• **Work required**: Give the data below again exactly, and drop each picture from it.

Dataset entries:
○ ○ ○
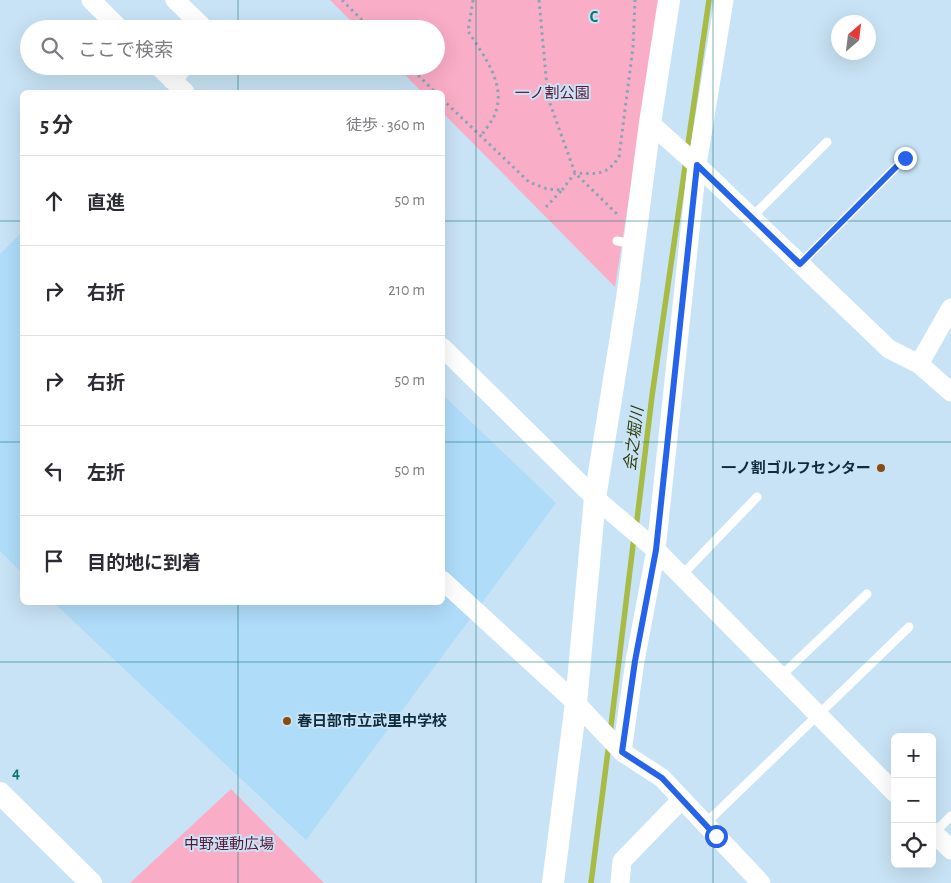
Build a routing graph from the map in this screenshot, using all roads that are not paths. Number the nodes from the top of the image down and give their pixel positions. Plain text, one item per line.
1 (91, 0) edge
2 (175, 0) edge
3 (668, 0) edge
4 (724, 0) edge
5 (111, 20) edge
6 (196, 20) edge
7 (650, 123) junction
8 (827, 142) dead end
9 (905, 158) dead end
10 (695, 164) junction
11 (752, 218) junction
12 (800, 264) junction
13 (951, 308) edge
14 (445, 350) edge
15 (919, 364) junction
16 (951, 392) edge
17 (757, 497) dead end
18 (595, 498) junction
19 (650, 545) junction
20 (681, 576) junction
21 (445, 583) edge
22 (867, 594) dead end
23 (909, 627) dead end
24 (780, 676) junction
25 (576, 703) junction
26 (818, 715) junction
27 (622, 752) junction
28 (891, 788) edge
29 (0, 793) edge
30 (682, 799) junction
31 (951, 816) edge
32 (705, 824) junction
33 (936, 829) edge
34 (936, 835) edge
35 (951, 850) edge
36 (91, 883) edge
37 (553, 883) edge
38 (620, 883) edge
39 (761, 883) edge

1 - 5 street
2 - 6 street
3 - 7 street
4 - 10 street
7 - 10 street
7 - 18 street
8 - 11 lane
9 - 12 lane
10 - 11 street
10 - 19 street
11 - 12 street
12 - 15 street
13 - 15 street
14 - 18 street
15 - 16 street
17 - 20 lane
18 - 19 street
18 - 25 street
19 - 20 street
19 - 27 street
20 - 24 street
21 - 25 street
22 - 24 lane
23 - 26 lane
24 - 26 street
25 - 27 street
25 - 37 street
26 - 28 street
26 - 32 lane
27 - 30 street
29 - 36 street
30 - 32 street
30 - 38 street
31 - 33 lane
32 - 39 street
34 - 35 street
○ ○ ○
• **Output below**:
Build a routing graph from the map in this screenshot, using all roads that are not paths. Number the nodes from the top of the image down and give their pixel positions. Plain text, one item per line.
1 (91, 0) edge
2 (175, 0) edge
3 (668, 0) edge
4 (724, 0) edge
5 (111, 20) edge
6 (196, 20) edge
7 (650, 123) junction
8 (827, 142) dead end
9 (905, 158) dead end
10 (695, 164) junction
11 (752, 218) junction
12 (800, 264) junction
13 (951, 308) edge
14 (445, 350) edge
15 (919, 364) junction
16 (951, 392) edge
17 (757, 497) dead end
18 (595, 498) junction
19 (650, 545) junction
20 (681, 576) junction
21 (445, 583) edge
22 (867, 594) dead end
23 (909, 627) dead end
24 (780, 676) junction
25 (576, 703) junction
26 (818, 715) junction
27 (622, 752) junction
28 (891, 788) edge
29 (0, 793) edge
30 (682, 799) junction
31 (951, 816) edge
32 (705, 824) junction
33 (936, 829) edge
34 (936, 835) edge
35 (951, 850) edge
36 (91, 883) edge
37 (553, 883) edge
38 (620, 883) edge
39 (761, 883) edge

1 - 5 street
2 - 6 street
3 - 7 street
4 - 10 street
7 - 10 street
7 - 18 street
8 - 11 lane
9 - 12 lane
10 - 11 street
10 - 19 street
11 - 12 street
12 - 15 street
13 - 15 street
14 - 18 street
15 - 16 street
17 - 20 lane
18 - 19 street
18 - 25 street
19 - 20 street
19 - 27 street
20 - 24 street
21 - 25 street
22 - 24 lane
23 - 26 lane
24 - 26 street
25 - 27 street
25 - 37 street
26 - 28 street
26 - 32 lane
27 - 30 street
29 - 36 street
30 - 32 street
30 - 38 street
31 - 33 lane
32 - 39 street
34 - 35 street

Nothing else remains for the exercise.